Scan the records for the word "Декабристов". Copy each line that includes it.

Top of Record excerpts

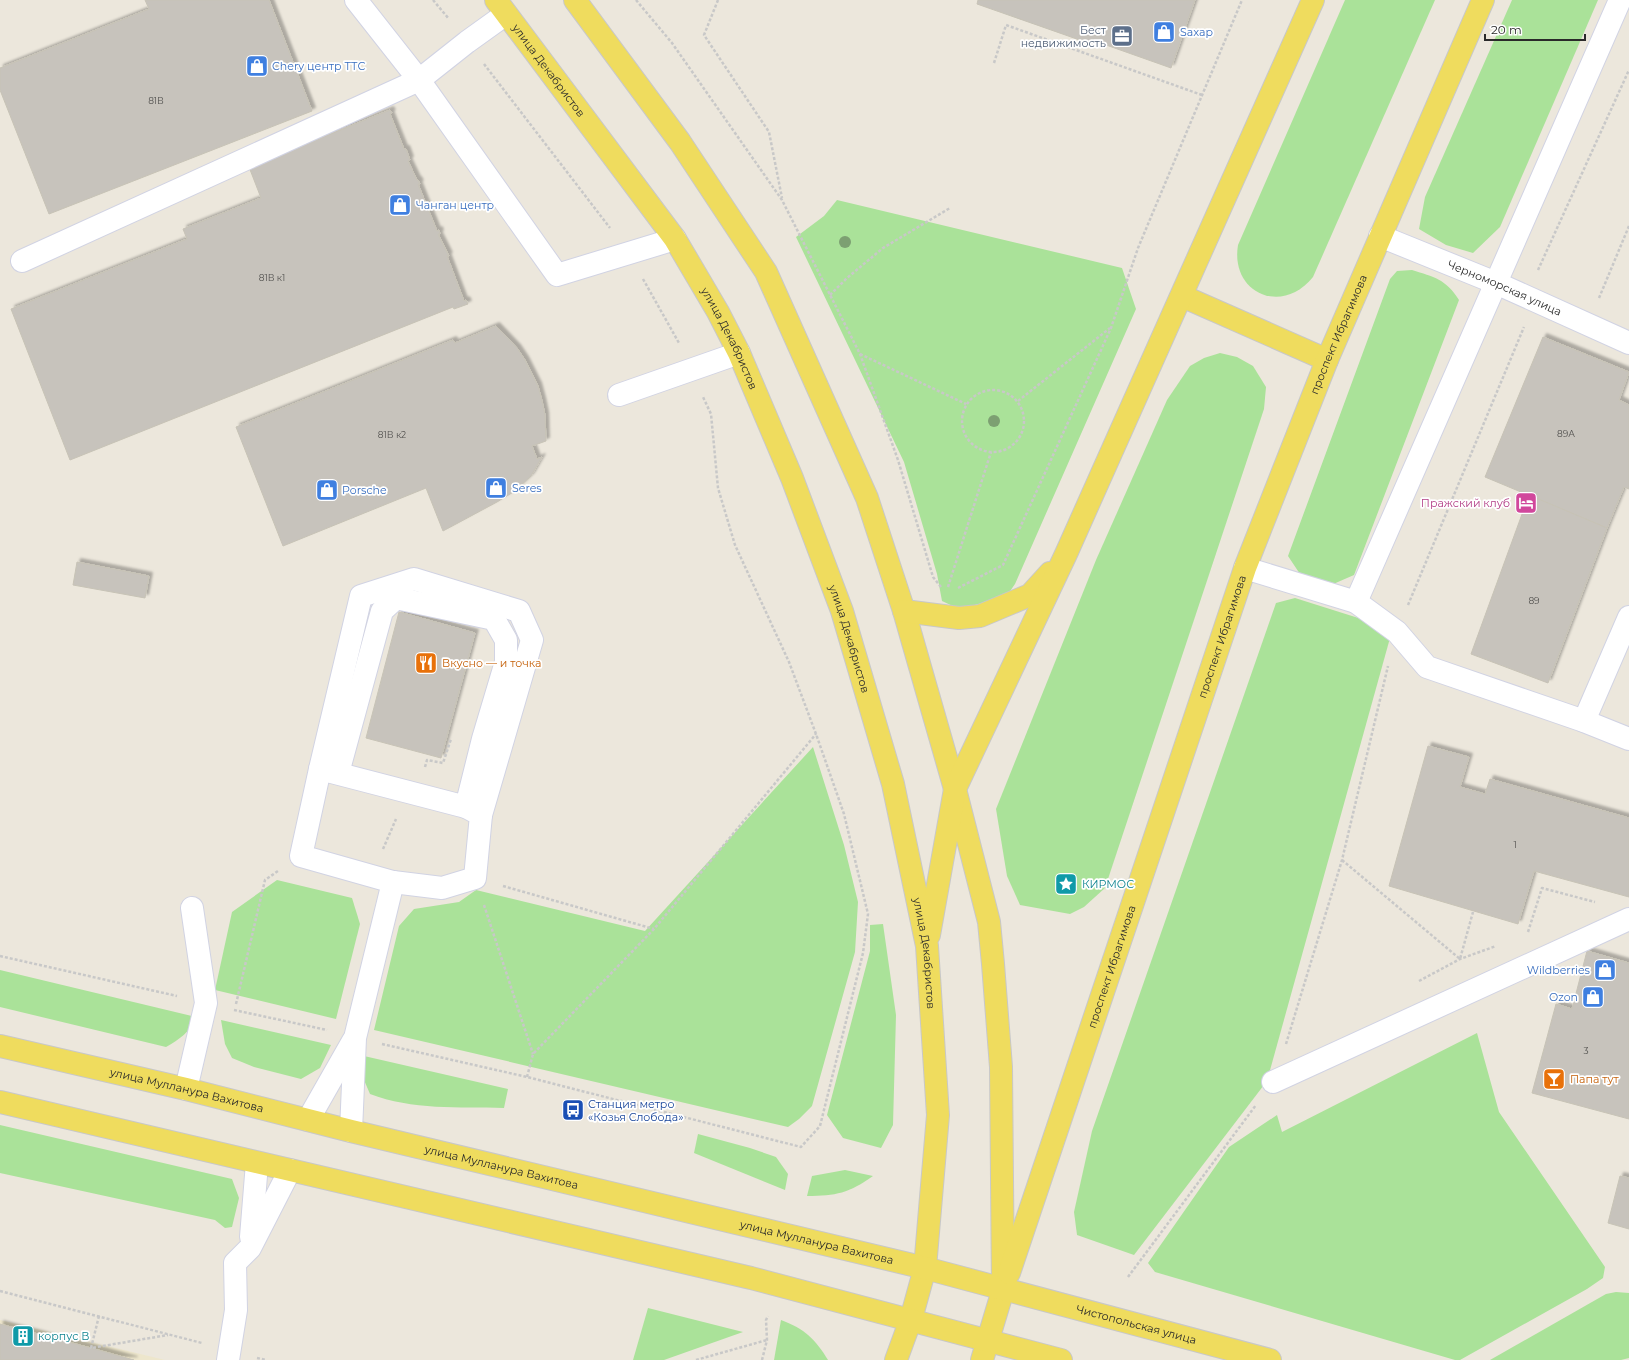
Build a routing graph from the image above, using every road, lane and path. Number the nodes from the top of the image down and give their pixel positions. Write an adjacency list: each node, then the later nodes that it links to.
1 (356, 0): 16 (street)
2 (433, 0): 13 (path)
3 (575, 0): 46 (main road)
4 (636, 0): 18 (path)
5 (718, 0): 18 (path)
6 (1242, 0): 17 (path)
7 (1313, 0): 27 (main road)
8 (1483, 0): 21 (main road, проспект Ибрагимова)
9 (1620, 0): 25 (street)
10 (1624, 0): 11 (street)
11 (1629, 2)
12 (501, 7): 13 (street); 22 (main road, улица Декабристов)
13 (467, 42): 16 (street); 23 (path)
14 (994, 63): 17 (path)
15 (1629, 70): 28 (path)
16 (419, 80): 23 (street); 24 (street)
17 (1202, 95): 30 (path)
18 (782, 200): 26 (path)
19 (950, 208): 26 (path)
20 (1629, 226): 29 (path)
21 (1380, 236): 25 (street, Черноморская улица); 34 (main road, проспект Ибрагимова)
22 (675, 239): 23 (street); 32 (main road, улица Декабристов)
23 (628, 252): 35 (path)
24 (22, 261)
25 (1496, 283): 28 (street, Черноморская улица); 45 (street)
26 (830, 295): 33 (path)
27 (1182, 296): 34 (main road); 40 (main road)
28 (1530, 299): 29 (street, Черноморская улица); 48 (path)
29 (1588, 323): 31 (street, Черноморская улица)
30 (1111, 328): 37 (path); 43 (path)
31 (1629, 343)
32 (739, 353): 35 (street); 65 (main road, улица Декабристов)
33 (860, 354): 38 (path); 42 (path)
34 (1327, 360): 41 (main road, проспект Ибрагимова)
35 (690, 370): 36 (street); 50 (path)
36 (619, 395)
37 (1018, 401): 38 (path); 39 (path)
38 (966, 404): 39 (path)
39 (991, 452): 44 (path)
40 (1066, 554): 46 (main road); 53 (main road)
41 (1245, 568): 45 (street); 83 (main road, проспект Ибрагимова)
42 (942, 588)
43 (953, 590)
44 (946, 594)
45 (1356, 602): 48 (street)
46 (904, 611): 53 (main road)
47 (1629, 617): 49 (street)
48 (1397, 632): 49 (street); 56 (path)
49 (1584, 721): 51 (street)
50 (816, 734): 63 (path); 72 (path)
51 (1629, 739)
52 (329, 771): 54 (street); 54 (street); 55 (street)
53 (955, 789): 65 (main road); 83 (main road)
54 (473, 811): 57 (street)
55 (302, 856): 58 (street); 68 (path)
56 (1342, 860): 61 (path); 73 (path)
57 (475, 878): 58 (street); 63 (path); 71 (path)
58 (393, 882): 69 (street)
59 (1602, 904): 64 (path)
60 (192, 908): 67 (street)
61 (1473, 912)
62 (1629, 919): 73 (street)
63 (654, 929): 71 (path)
64 (1528, 935)
65 (927, 946): 81 (main road, улица Декабристов)
66 (0, 956): 67 (path)
67 (206, 1003): 68 (path); 74 (street)
68 (235, 1010): 69 (path)
69 (354, 1038): 72 (path); 76 (street); 77 (street)
70 (0, 1046): 74 (main road, улица Мулланура Вахитова)
71 (532, 1054): 72 (path)
72 (527, 1077)
73 (1273, 1082): 82 (path)
74 (186, 1089): 76 (main road, улица Мулланура Вахитова)
75 (0, 1102): 78 (main road)
76 (308, 1120): 77 (main road, улица Мулланура Вахитова)
77 (351, 1131): 81 (main road, улица Мулланура Вахитова)
78 (257, 1163): 79 (main road); 80 (street)
79 (290, 1170): 80 (street); 87 (main road)
80 (250, 1248): 91 (street)
81 (925, 1268): 83 (main road, улица Мулланура Вахитова); 87 (main road, улица Декабристов)
82 (1128, 1277)
83 (1003, 1290): 90 (main road); 97 (main road, Чистопольская улица)
84 (0, 1291): 85 (path)
85 (99, 1316): 88 (path); 88 (path)
86 (768, 1316): 89 (path)
87 (911, 1319): 90 (main road); 95 (main road, улица Декабристов)
88 (169, 1335): 91 (path)
89 (767, 1340): 93 (path); 94 (path)
90 (985, 1350): 96 (main road)
91 (229, 1356): 92 (path)
92 (266, 1360)
93 (696, 1360)
94 (762, 1360)
95 (896, 1360)
96 (1061, 1360)
97 (1270, 1360)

Bottom of Record excerpts

Result for this exercise:
12 (501, 7): 13 (street); 22 (main road, улица Декабристов)
22 (675, 239): 23 (street); 32 (main road, улица Декабристов)
32 (739, 353): 35 (street); 65 (main road, улица Декабристов)
65 (927, 946): 81 (main road, улица Декабристов)
81 (925, 1268): 83 (main road, улица Мулланура Вахитова); 87 (main road, улица Декабристов)
87 (911, 1319): 90 (main road); 95 (main road, улица Декабристов)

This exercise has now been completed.